* _Required action_
Throughout the material below, tally the lines containing "Rakotozafy" and give the total with no accompanying text.

* _Material provided_
+++
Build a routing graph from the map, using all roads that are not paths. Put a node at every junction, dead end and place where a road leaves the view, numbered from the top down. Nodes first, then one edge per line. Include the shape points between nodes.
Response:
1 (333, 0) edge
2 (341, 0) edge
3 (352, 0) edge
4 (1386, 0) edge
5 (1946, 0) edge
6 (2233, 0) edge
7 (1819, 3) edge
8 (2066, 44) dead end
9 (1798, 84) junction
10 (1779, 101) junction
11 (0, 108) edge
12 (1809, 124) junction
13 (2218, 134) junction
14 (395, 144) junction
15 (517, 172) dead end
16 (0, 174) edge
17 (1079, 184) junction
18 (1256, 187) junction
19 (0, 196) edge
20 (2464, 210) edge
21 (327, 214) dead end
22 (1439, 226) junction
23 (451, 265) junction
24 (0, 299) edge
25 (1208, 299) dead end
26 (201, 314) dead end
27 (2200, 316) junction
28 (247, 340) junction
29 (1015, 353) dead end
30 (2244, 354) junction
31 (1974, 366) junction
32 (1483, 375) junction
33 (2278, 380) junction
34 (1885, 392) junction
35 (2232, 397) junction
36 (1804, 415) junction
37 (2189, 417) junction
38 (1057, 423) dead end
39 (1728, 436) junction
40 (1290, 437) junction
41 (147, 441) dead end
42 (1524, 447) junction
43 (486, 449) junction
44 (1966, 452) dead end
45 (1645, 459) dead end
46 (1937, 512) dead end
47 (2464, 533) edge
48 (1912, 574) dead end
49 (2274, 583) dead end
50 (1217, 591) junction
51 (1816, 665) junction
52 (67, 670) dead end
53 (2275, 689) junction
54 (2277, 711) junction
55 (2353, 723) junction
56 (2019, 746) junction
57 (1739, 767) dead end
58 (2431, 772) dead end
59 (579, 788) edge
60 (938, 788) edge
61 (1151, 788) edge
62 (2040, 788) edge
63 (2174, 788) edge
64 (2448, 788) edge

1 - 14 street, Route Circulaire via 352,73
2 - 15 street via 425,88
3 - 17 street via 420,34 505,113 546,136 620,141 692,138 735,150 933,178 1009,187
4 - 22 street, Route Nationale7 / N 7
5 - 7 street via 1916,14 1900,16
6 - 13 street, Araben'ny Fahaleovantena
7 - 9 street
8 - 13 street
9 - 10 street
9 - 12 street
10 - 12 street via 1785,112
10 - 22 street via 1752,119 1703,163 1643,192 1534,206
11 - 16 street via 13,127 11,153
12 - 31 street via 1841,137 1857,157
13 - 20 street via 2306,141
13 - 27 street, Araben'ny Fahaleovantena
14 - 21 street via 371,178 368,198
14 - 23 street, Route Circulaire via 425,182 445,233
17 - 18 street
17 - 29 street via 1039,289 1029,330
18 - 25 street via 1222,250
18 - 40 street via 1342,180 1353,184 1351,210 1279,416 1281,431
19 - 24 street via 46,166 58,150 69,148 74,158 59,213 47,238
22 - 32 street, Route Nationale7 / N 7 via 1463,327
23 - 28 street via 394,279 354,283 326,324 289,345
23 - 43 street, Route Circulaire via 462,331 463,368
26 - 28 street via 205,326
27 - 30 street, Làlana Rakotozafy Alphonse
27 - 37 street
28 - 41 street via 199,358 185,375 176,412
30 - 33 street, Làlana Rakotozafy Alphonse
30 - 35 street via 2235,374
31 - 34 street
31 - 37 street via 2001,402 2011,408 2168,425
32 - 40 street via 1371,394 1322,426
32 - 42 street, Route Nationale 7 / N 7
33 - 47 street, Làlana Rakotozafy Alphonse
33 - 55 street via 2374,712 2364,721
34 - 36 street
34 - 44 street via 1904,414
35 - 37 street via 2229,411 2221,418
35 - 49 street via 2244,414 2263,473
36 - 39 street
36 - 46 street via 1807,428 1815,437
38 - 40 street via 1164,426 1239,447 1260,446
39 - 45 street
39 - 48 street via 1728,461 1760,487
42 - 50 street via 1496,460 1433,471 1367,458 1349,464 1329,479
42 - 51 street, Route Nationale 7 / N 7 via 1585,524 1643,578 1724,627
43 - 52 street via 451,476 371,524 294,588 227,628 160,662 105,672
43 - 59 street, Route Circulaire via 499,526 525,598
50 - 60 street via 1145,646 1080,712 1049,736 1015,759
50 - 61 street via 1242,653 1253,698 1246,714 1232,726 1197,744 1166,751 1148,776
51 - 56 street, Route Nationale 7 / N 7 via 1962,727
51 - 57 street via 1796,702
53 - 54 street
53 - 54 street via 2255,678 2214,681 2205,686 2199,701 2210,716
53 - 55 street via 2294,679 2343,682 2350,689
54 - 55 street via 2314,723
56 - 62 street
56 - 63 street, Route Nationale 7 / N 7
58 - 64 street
+++
* _Exercise result_
3